Thursday, May 24, 2012

HAL's 2012 1Q Can Be Summarized By Growth


On April 18, 2012, Haliburton (HAL) reported revenues of $6.9 billion in the first quarter (1Q) of 2012, compared to $5.3 billion in the 1Q of 2011 that represented an increase of 30.2%. Total operating profit was $1.0 billion, compared to $814 million in the 1Q of 2011. Excluding the $300 million ($191 million after-tax) charge related to the Macondo well incident, income from continuing operations in the 1Q of 2012 was $826 million, or $0.89 per diluted share. The $300 million Macondo charge is an amount that was estimated by HAL as the company anticipates this as being the future cost of the incident (this can be adjusted as new developments occur). Income from continuing operations in the 1Q of 2011 was $558 million, or $0.61 per diluted share, excluding an after-tax charge of $46 million relating to asset reservation in Libya caused by political sanctions.

Overall, all regions and most product service lines realized double-digit revenue and operating income growth from the 1Q of 2011.

·         Completion and Production: Revenue in the 1Q of 2012 was $4.3 billion, a 35% increase from the 1Q of 2011. HAL reported that increased demand for pressure-pumping services in the United States and the addition of the Multi-Chem product line accounted for the majority. More specifically, cementing servicing led the way in the U.S and Latin America and all regions realized tremendous growth across this service line.

·         Drilling and Evaluation: Revenue in the 1Q of 2012 was $2.6 billion, a 22% increase from the 1Q of 2011. This was primarily driven by higher drilling activity and strong demand for wireline and perforating services.

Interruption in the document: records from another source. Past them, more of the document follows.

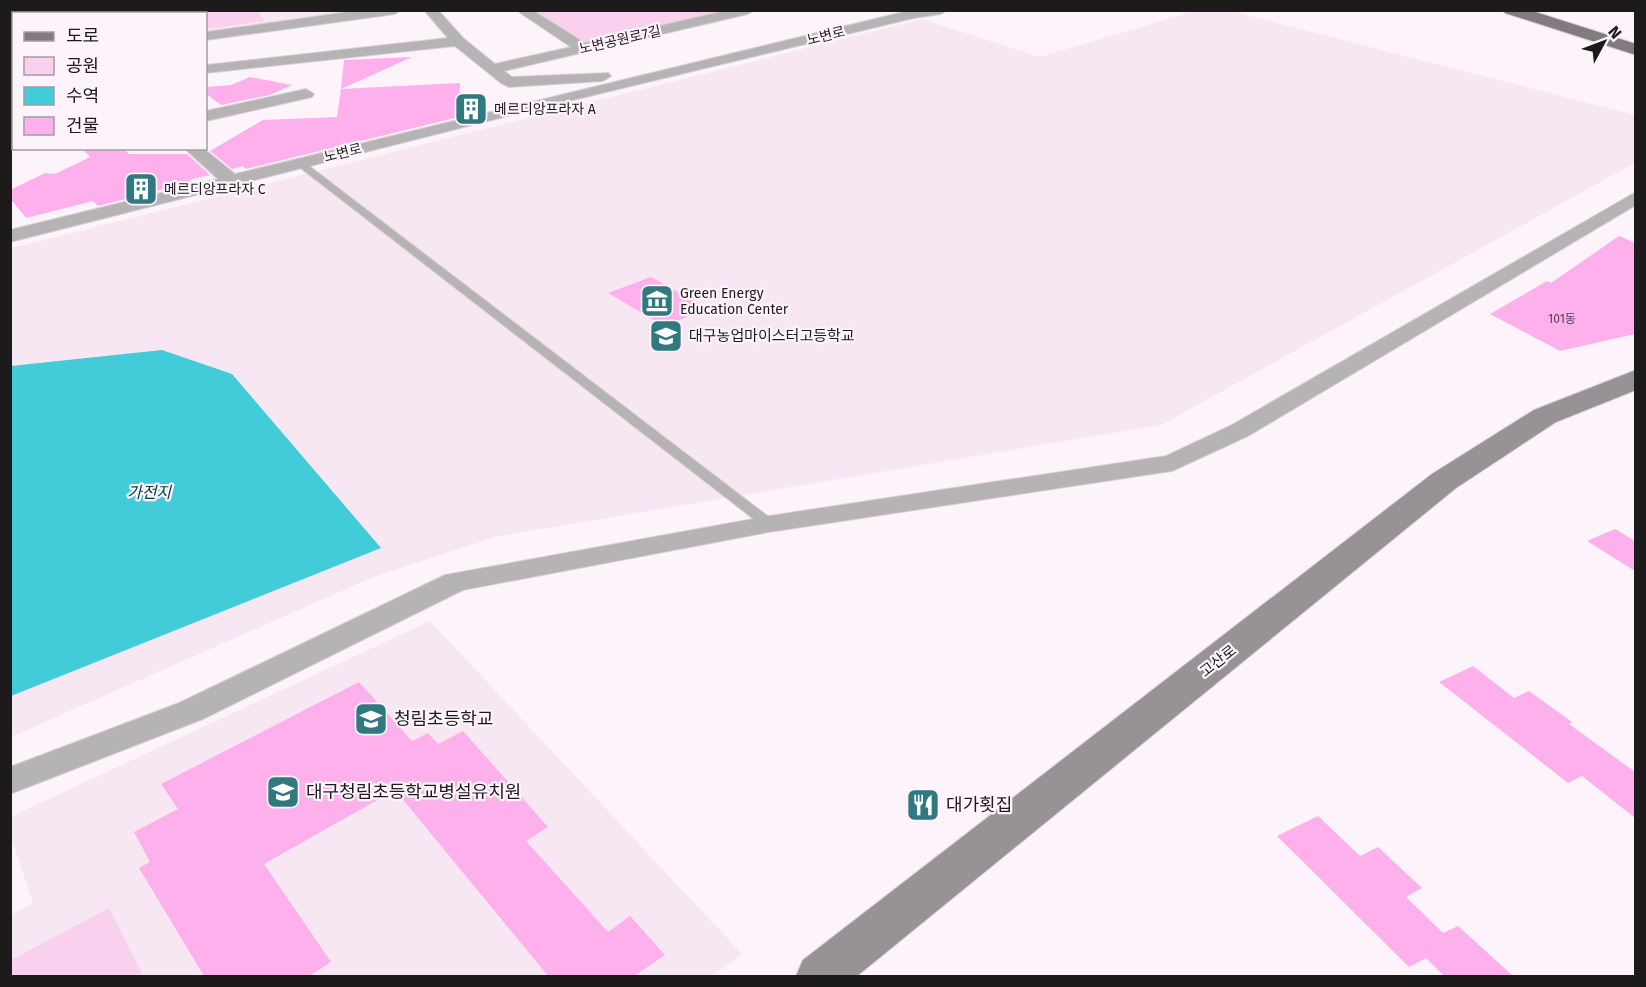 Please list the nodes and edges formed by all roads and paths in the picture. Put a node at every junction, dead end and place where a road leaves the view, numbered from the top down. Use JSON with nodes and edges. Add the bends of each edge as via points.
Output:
{"nodes":[{"id":1,"x":395,"y":10,"type":"edge"},
{"id":2,"x":430,"y":10,"type":"edge"},
{"id":3,"x":522,"y":10,"type":"edge"},
{"id":4,"x":748,"y":10,"type":"edge"},
{"id":5,"x":941,"y":10,"type":"edge"},
{"id":6,"x":1511,"y":10,"type":"edge"},
{"id":7,"x":1560,"y":10,"type":"edge"},
{"id":8,"x":1635,"y":34,"type":"edge"},
{"id":9,"x":207,"y":36,"type":"edge"},
{"id":10,"x":458,"y":41,"type":"junction"},
{"id":11,"x":583,"y":48,"type":"junction"},
{"id":12,"x":1635,"y":50,"type":"edge"},
{"id":13,"x":207,"y":69,"type":"edge"},
{"id":14,"x":492,"y":69,"type":"junction"},
{"id":15,"x":676,"y":73,"type":"junction"},
{"id":16,"x":509,"y":82,"type":"junction"},
{"id":17,"x":306,"y":94,"type":"dead end"},
{"id":18,"x":538,"y":104,"type":"junction"},
{"id":19,"x":207,"y":116,"type":"edge"},
{"id":20,"x":194,"y":150,"type":"edge"},
{"id":21,"x":301,"y":164,"type":"junction"},
{"id":22,"x":232,"y":181,"type":"junction"},
{"id":23,"x":1635,"y":197,"type":"edge"},
{"id":24,"x":10,"y":236,"type":"edge"},
{"id":25,"x":1635,"y":379,"type":"edge"},
{"id":26,"x":769,"y":524,"type":"junction"},
{"id":27,"x":10,"y":781,"type":"edge"},
{"id":28,"x":837,"y":971,"type":"edge"}],
"edges":[{"from":1,"to":9,"type":"street"},
{"from":2,"to":10,"type":"street"},
{"from":3,"to":11,"type":"street"},
{"from":4,"to":11,"type":"street","name":"노변공원로7길"},
{"from":5,"to":15,"type":"street","name":"노변로"},
{"from":6,"to":12,"type":"main road"},
{"from":7,"to":8,"type":"main road"},
{"from":10,"to":13,"type":"street"},
{"from":10,"to":14,"type":"street"},
{"from":11,"to":14,"type":"street","name":"노변공원로7길"},
{"from":14,"to":16,"type":"street"},
{"from":15,"to":16,"type":"street","name":"노변로"},
{"from":15,"to":18,"type":"street","name":"노변로"},
{"from":16,"to":18,"type":"street"},
{"from":17,"to":19,"type":"street"},
{"from":18,"to":21,"type":"street","name":"노변로"},
{"from":20,"to":22,"type":"street"},
{"from":21,"to":22,"type":"street","name":"노변로"},
{"from":21,"to":26,"type":"lane"},
{"from":22,"to":24,"type":"street","name":"노변로"},
{"from":23,"to":26,"type":"street","via":[[1239,431],[1172,463]]},
{"from":25,"to":28,"type":"main road","name":"고산로","via":[[1545,416],[1444,482]]},
{"from":26,"to":27,"type":"street","via":[[455,582],[190,711]]}]} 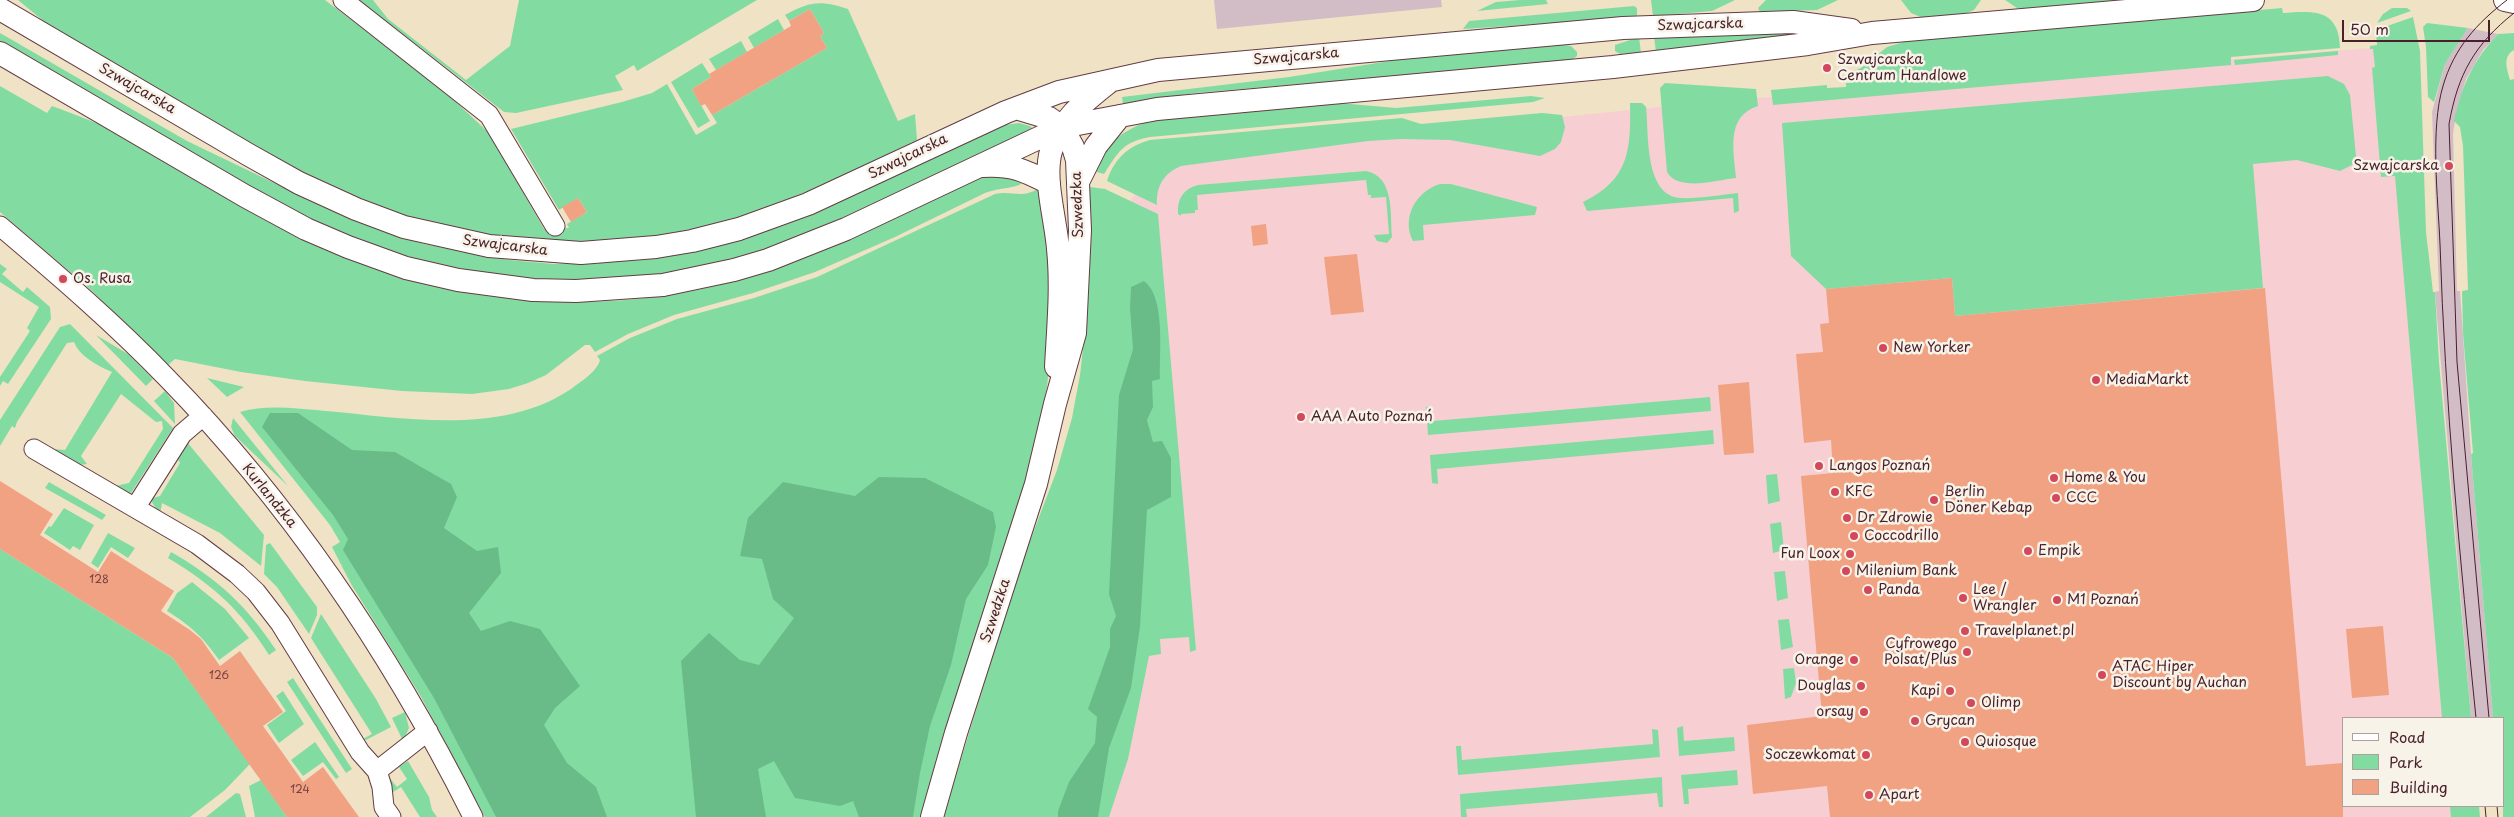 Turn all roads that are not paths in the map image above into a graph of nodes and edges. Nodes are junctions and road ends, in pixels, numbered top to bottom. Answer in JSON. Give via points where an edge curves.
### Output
{"nodes":[{"id":1,"x":343,"y":0,"type":"edge"},
{"id":2,"x":2253,"y":0,"type":"edge"},
{"id":3,"x":2505,"y":0,"type":"edge"},
{"id":4,"x":2514,"y":2,"type":"edge"},
{"id":5,"x":0,"y":9,"type":"edge"},
{"id":6,"x":1872,"y":33,"type":"junction"},
{"id":7,"x":0,"y":53,"type":"edge"},
{"id":8,"x":1113,"y":79,"type":"junction"},
{"id":9,"x":1019,"y":109,"type":"junction"},
{"id":10,"x":1120,"y":116,"type":"junction"},
{"id":11,"x":1062,"y":127,"type":"junction"},
{"id":12,"x":976,"y":166,"type":"junction"},
{"id":13,"x":1079,"y":182,"type":"junction"},
{"id":14,"x":1049,"y":183,"type":"junction"},
{"id":15,"x":0,"y":226,"type":"edge"},
{"id":16,"x":555,"y":226,"type":"dead end"},
{"id":17,"x":1055,"y":404,"type":"junction"},
{"id":18,"x":202,"y":416,"type":"junction"},
{"id":19,"x":34,"y":449,"type":"dead end"},
{"id":20,"x":134,"y":508,"type":"junction"},
{"id":21,"x":428,"y":731,"type":"junction"},
{"id":22,"x":377,"y":771,"type":"junction"},
{"id":23,"x":391,"y":817,"type":"edge"},
{"id":24,"x":473,"y":817,"type":"edge"},
{"id":25,"x":932,"y":817,"type":"edge"}],
"edges":[{"from":1,"to":16,"type":"street","via":[[489,115]]},
{"from":2,"to":6,"type":"street","name":"Szwajcarska"},
{"from":3,"to":4,"type":"street"},
{"from":5,"to":9,"type":"street","name":"Szwajcarska","via":[[249,155],[324,195],[388,222],[432,235],[533,251],[581,253],[640,249],[739,229],[808,204],[971,126]]},
{"from":6,"to":8,"type":"street","name":"Szwajcarska","via":[[1794,22],[1631,27],[1194,66]]},
{"from":6,"to":10,"type":"street","name":"Szwajcarska","via":[[1808,44],[1622,66],[1204,103]]},
{"from":7,"to":12,"type":"street","name":"Szwajcarska","via":[[245,196],[322,236],[415,270],[508,287],[618,290],[663,285],[734,270],[846,229]]},
{"from":8,"to":9,"type":"street","name":"Szwajcarska","via":[[1058,92]]},
{"from":8,"to":11,"type":"street","name":"Szwedzka","via":[[1078,107]]},
{"from":9,"to":11,"type":"street","via":[[1049,118]]},
{"from":10,"to":11,"type":"street","name":"Szwajcarska"},
{"from":10,"to":13,"type":"street","via":[[1096,146]]},
{"from":11,"to":12,"type":"street","name":"Szwajcarska"},
{"from":11,"to":13,"type":"street","name":"Szwedzka","via":[[1075,154]]},
{"from":11,"to":14,"type":"street","name":"Szwedzka","via":[[1051,152]]},
{"from":12,"to":14,"type":"street","name":"Szwedzka","via":[[1001,164],[1021,168]]},
{"from":13,"to":17,"type":"street","name":"Szwedzka","via":[[1079,280],[1075,333]]},
{"from":14,"to":17,"type":"street","name":"Szwedzka","via":[[1058,250],[1060,298]]},
{"from":15,"to":18,"type":"street","name":"Kurlandzka","via":[[123,334]]},
{"from":17,"to":25,"type":"street","name":"Szwedzka","via":[[1036,484]]},
{"from":18,"to":20,"type":"street","via":[[182,434]]},
{"from":18,"to":21,"type":"street","name":"Kurlandzka","via":[[290,520],[332,577],[383,654]]},
{"from":19,"to":20,"type":"street"},
{"from":20,"to":22,"type":"street","via":[[197,544],[256,592],[280,623],[360,752]]},
{"from":21,"to":22,"type":"street"},
{"from":21,"to":24,"type":"street","name":"Kurlandzka"},
{"from":22,"to":23,"type":"street","via":[[384,807]]}]} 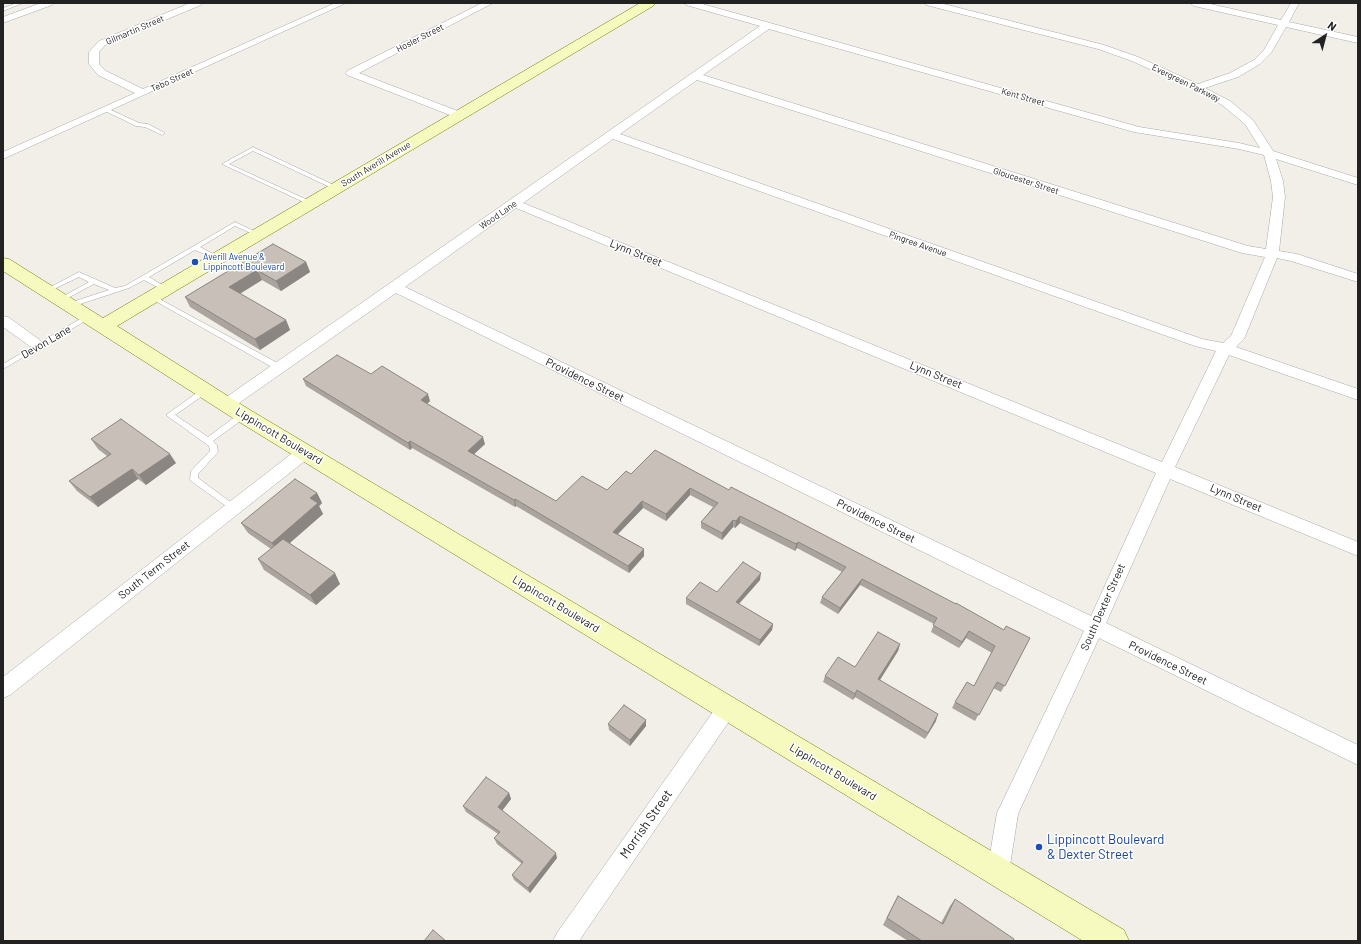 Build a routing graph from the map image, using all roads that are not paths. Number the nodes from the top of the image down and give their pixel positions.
1 (21, 3) edge
2 (49, 3) edge
3 (198, 3) edge
4 (342, 3) edge
5 (489, 3) edge
6 (649, 3) edge
7 (689, 3) edge
8 (929, 3) edge
9 (1194, 3) edge
10 (1295, 3) edge
11 (3, 10) edge
12 (3, 20) edge
13 (1283, 23) junction
14 (768, 25) junction
15 (1358, 40) edge
16 (696, 76) junction
17 (1197, 87) junction
18 (143, 93) junction
19 (106, 110) junction
20 (458, 115) junction
21 (162, 133) dead end
22 (611, 135) junction
23 (1269, 153) junction
24 (3, 156) edge
25 (1358, 182) edge
26 (336, 188) junction
27 (310, 203) junction
28 (514, 203) junction
29 (257, 234) junction
30 (195, 247) junction
31 (1272, 254) junction
32 (217, 258) junction
33 (3, 263) edge
34 (144, 277) junction
35 (1358, 278) edge
36 (95, 281) junction
37 (395, 287) junction
38 (165, 289) junction
39 (115, 290) junction
40 (152, 297) junction
41 (61, 298) junction
42 (3, 320) edge
43 (96, 321) junction
44 (39, 346) junction
45 (1225, 348) junction
46 (3, 367) edge
47 (280, 368) junction
48 (205, 390) junction
49 (1358, 395) edge
50 (235, 409) junction
51 (208, 441) junction
52 (305, 452) junction
53 (1166, 469) junction
54 (233, 508) junction
55 (1358, 548) edge
56 (1095, 628) junction
57 (3, 689) edge
58 (727, 708) junction
59 (1358, 755) edge
60 (998, 872) junction
61 (565, 941) edge
62 (1112, 941) edge

1 - 11 lane
2 - 12 street
3 - 18 street, Gilmartin Street
4 - 18 street, Tebo Street
5 - 20 street, Hosler Street
6 - 20 street, South Averill Avenue
7 - 14 street, Kent Street
8 - 17 street, Evergreen Parkway
9 - 13 street
10 - 13 street
13 - 15 street
13 - 17 street
14 - 16 street, Wood Lane
14 - 23 street, Kent Street
16 - 22 street, Wood Lane
16 - 31 street, Gloucester Street
17 - 23 street, Evergreen Parkway
18 - 19 street, Tebo Street
19 - 21 lane
19 - 24 street, Tebo Street
20 - 26 street, South Averill Avenue
22 - 28 street, Wood Lane
22 - 45 street, Pingree Avenue
23 - 25 street, Kent Street
23 - 31 street, Evergreen Parkway
26 - 27 street, South Averill Avenue
26 - 27 lane
27 - 29 street, South Averill Avenue
28 - 37 street, Wood Lane
28 - 53 street, Lynn Street
29 - 30 lane
29 - 32 street, South Averill Avenue
30 - 32 lane
30 - 34 lane
31 - 35 street, Gloucester Street
31 - 45 street, Evergreen Parkway
32 - 38 street, South Averill Avenue
33 - 41 street, Lippincott Boulevard
34 - 38 lane
34 - 39 lane
36 - 39 lane
36 - 41 lane
36 - 41 lane
37 - 47 street, Wood Lane
37 - 56 street, Providence Street
38 - 40 street, South Averill Avenue
39 - 41 lane
40 - 43 street, South Averill Avenue
40 - 47 lane
41 - 43 street, Lippincott Boulevard
42 - 44 street
43 - 44 lane, Devon Lane
43 - 48 street, Lippincott Boulevard
44 - 46 lane, Devon Lane
45 - 49 street
45 - 53 street, South Dexter Street
47 - 50 street, Wood Lane
48 - 50 street, Lippincott Boulevard
48 - 51 lane
50 - 51 lane
50 - 52 street, Lippincott Boulevard
51 - 54 lane
52 - 54 street, South Term Street
52 - 58 street, Lippincott Boulevard
53 - 55 street, Lynn Street
53 - 56 street, South Dexter Street
54 - 57 street, South Term Street
56 - 59 street, Providence Street
56 - 60 street, South Dexter Street
58 - 60 street, Lippincott Boulevard
58 - 61 street, Morrish Street
60 - 62 street, Lippincott Boulevard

HAL experienced steady growth in unconventional oil-directed activity in the U.S. which increased by 12% and nearly countered the 17% decline in natural-gas directed rig count. The U.S continues to show strength in the oil and liquids-rich basins, while experiencing further decline in natural gas prices and related natural –gas directly activity. HAL experienced cost inflation on certain scarce materials and pricing pressure due to excess service equipment capacity in certain basins that negatively affected margins. The company expects “the transient impact of some additional natural gas rig dislocation, further cost inflation, continued pricing pressure, and the impact of spring break up in Canada to negatively impact North America’s margins by 200-250 basis points in the second quarter.

Revenue from Latin America and the Eastern Hemisphere increased by 27% and 14%, respectively. In Latin America, deep water drilling continues to lead the way, while focusing on cost structure in the Eastern hemisphere has kept HAL relatively competitive.  The company expects global demand for energy to remain robust for the remainder of fiscal year 2012.